In the attempt to relate the history of the ideological crusade that has culminated in the radical privatization of war and disaster, one problem recurs: the ideology is a shape-shifter, forever changing its name and switching identities. Friedman called himself a “liberal,” but his U.S. followers, who associated liberals with high taxes and hippies, tended to identify as “conservatives,” “classical economists,” “free marketers,” and, later, as believers in “Reaganomics” or “laissez-Iaire.” In most of the world, their orthodoxy is known as “neoliberalism,” but it is often called “free trade” or simply “globalization.” Only since the mid-nineties has the intellectual movement, led by the right-wing think tanks with which Friedman had long associations- Heritage Foundation, Cato Institute and the American Enterprise Institute – called itself “neoconservative,” a worldview that has harnessed the full force of the U.S. military machine in the service of a corporate agenda.
All these incarnations share a commitment to the policy trinity- the elimination of the public sphere, total liberation for corporations and skeletal social spending – but none of the various names for the ideology seem quite adequate. Friedman framed his movement as an attempt to free the market from the state, but the real-world track record of what happens when his purist vision is realized is rather different. In every country where Chicago School policies have been applied over the past three decades, what has emerged is a powerful ruling alliance between a few very large corporations and a class of mostly wealthy politicians-with hazy and ever-shifting lines between the two groups. In Russia the billionaire private players in the alliance are called “the oligarchs”; in China, “the princelings”; in Chile, “the piranhas”; in the U.S., the Bush-Cheney campaign “Pioneers.” Far from freeing the market from the state, these political and corporate elites have simply merged, trading favors to secure the right to appropriate precious resources previously held in the public domain-from Russia’s oil fields, to China’s collective lands, to the no-bid reconstruction contracts for work in Iraq.

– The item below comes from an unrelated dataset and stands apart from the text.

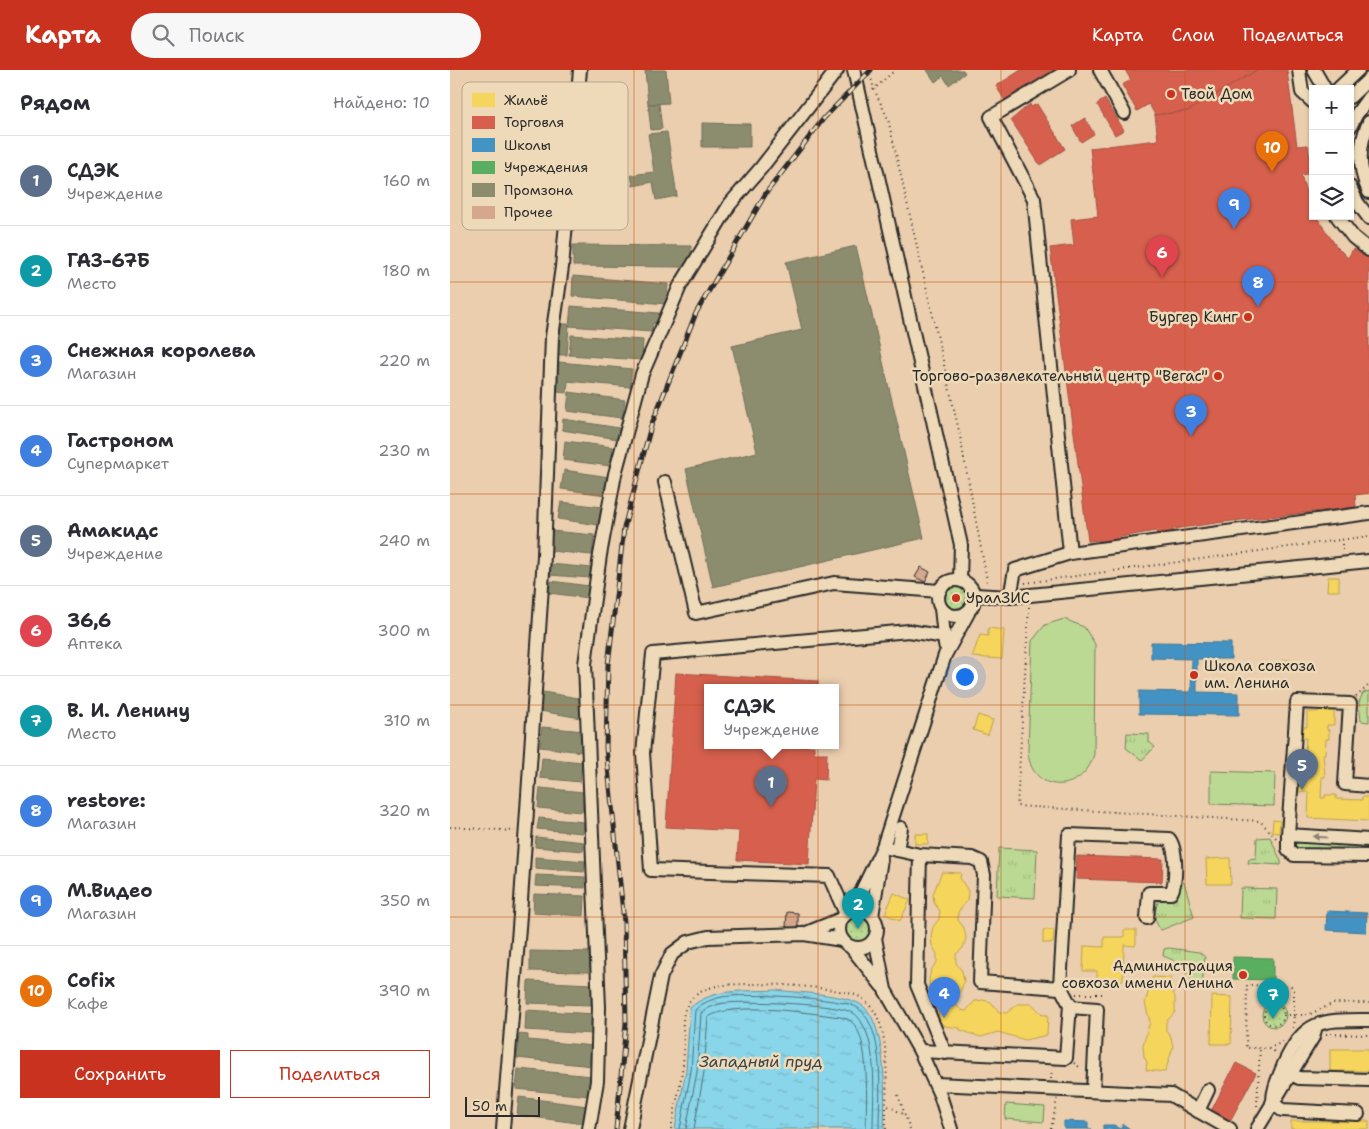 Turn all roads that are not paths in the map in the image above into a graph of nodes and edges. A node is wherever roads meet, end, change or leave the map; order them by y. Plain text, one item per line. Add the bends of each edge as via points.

A more accurate term for a system that erases the boundaries between Big Government and Big Business is not liberal, conservative or capitalist but corporatist. Its main characteristics are huge transfers of public wealth to private hands, often accompanied by exploding debt, an ever-widening chasm between the dazzling rich and the disposable poor and an aggressive nationalism that justifies bottomless spending on security. For those inside the bubble of extreme wealth created by such an arrangement, there can be no more profitable way to organize a society. But because of the obvious drawbacks for the vast majority of the population left outside the bubble, other features of the corporatist state tend to include aggressive surveillance (once again, with government and large corporations trading favors and contracts), mass incarceration, shrinking civil liberties and often, though not always, torture. ” ( p. 12 ff )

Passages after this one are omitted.